Allá por el siglo XVI, Carlos I de España y V de Alemania, el hijo de la reina Juana de Castilla, bautizada por sus detractores como “La loca” soñó con un imperio único bajo su mando, que abarcara la Europa conocida. Para conseguirlo, agotó todos los recursos que estaban al alcance de la monarquía : intrigas, matrimonios, fraudes , alianzas y destierros. Es decir, nada nuevo en lo que toca a las viejas formas de hacerse con el poder. Dicen los historiadores que estuvo a punto de alcanzarlo , hasta que la estructura de sus reinos empezó a mostrar grietas por las que se colaron las insignias de los nacionalismos, esas formas supremas de la exclusión basadas en el improbable origen heroico de una determinada comunidad y resumidas en el color de las banderas. En defensa de esa idea han sido exterminados pueblos enteros a lo largo de la historia, incluso en la civilizada y políticamente correcta Europa. Basta con echar un vistazo a lo que hicieron los serbios con sus vecinos dos décadas atrás para darse cuenta de los peligros que acechan tras la apariencia romántica de la palabra patria.
Cuatro siglos después , fortalecida por la aventura colonial y aleccionada por la devastación de dos guerras mundiales, la Europa ilustrada redescubrió el cuarto de San Alejo viejos tratados que hablaban de un gran país sin fronteras regido por una moneda única – el sueño dorado de los adoradores del mercado- orientado por una constitución política común e incluso, en los momentos más delirantes, comunicándose a través de una lengua universal, una especie de esperanto menos mecánico y más poético.
El comunismo estaba muerto y enterrado. Un funcionario del departamento de Estado norteamericano convertido en filósofo había sentenciado además el fin de la historia. De modo que todo estaba listo para emprender la construcción de lo que un fervoroso apologista llamó en su momento “ La gran patria europea”. En esa tierra de promisión, se decía, cabrían todos, incluidos los no europeos que seguían llegando desde todos los rincones del planeta empujados por la pobreza, desarraigados por la violencia o encandilados por las promesas de consumo y derroche implícitas en los mensajes de la sociedad del bienestar. Cuando se le dio carta de ciudadanía al euro el paroxismo pareció alcanzar sus límites: ya nadie sería capaz de detener a ese tren que cruzaba el continente desde la península ibérica hasta el Danubio y más allá, pregonando en todos los rincones la buena nueva de la unidad.

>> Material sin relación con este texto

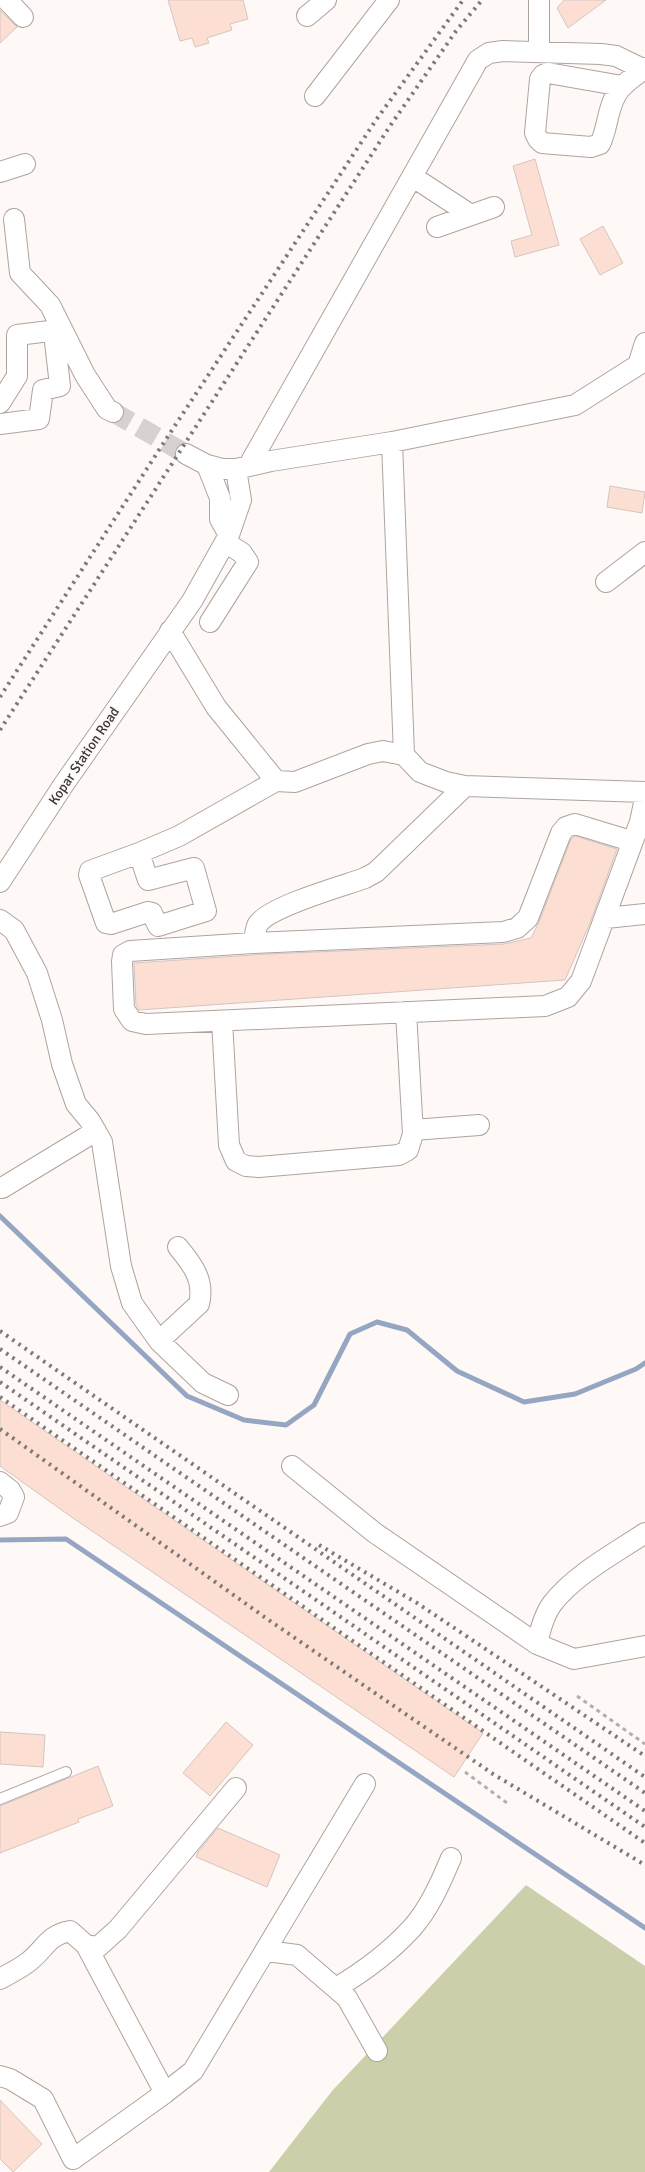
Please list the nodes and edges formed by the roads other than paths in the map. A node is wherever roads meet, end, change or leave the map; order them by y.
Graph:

En ese estado de euforia nadie quiso prestarles atención a los pesimistas de siempre que, como bien nos lo han enseñado tantas veces, no son nada distinto a optimistas bien informados. Que las crisis cíclicas de los mercados lo echarían todo por tierra, nos advertían. Que eran demasiado visibles los desequilibrios entre los más ricos como Inglaterra, Alemania, Francia o los países nórdicos y aquellos secularmente empobrecidos como Portugal, España, Irlanda o Grecia, para no hablar de las recién redescubiertas nacionalidades que escapaban al derrumbe del imperio soviético.¿Quién iba a prestarles oídos a los aguafiestas si cada verano torrentes enteros de prósperos ciudadanos del norte viajaban a dorarse en las playas del Mediterráneo y dejaban a su regreso millones de euros flotando en el ambiente como una promesa de hedonismos sin límites?
Fue tarde cuando un académico por allí y un columnista de prensa por allá alertaron sobre los primeros signos del desastre. La economía, ya nos lo han dicho los expertos en esos terrenos inciertos, reacciona en cadena como la energía nuclear y tiene una expresión política inmediata. Por eso los europeos están votando por los más xenófobos de sus políticos, aunque eso signifique la renuncia a la más preciada de sus conquistas: la aceptación de la diversidad y el respeto a la multiculturalidad. El atentado terrorista que sacudió hace apenas unos días a Noruega, una sociedad que se creía blindada frente a esos peligros resulta ser la más peligrosa versión de ese estado de cosas que nos hablan de un continente sitiado por la incertidumbre, ante la que solo atina a izar las antiquísimas y letales banderas del miedo que llamamos nacionalismos.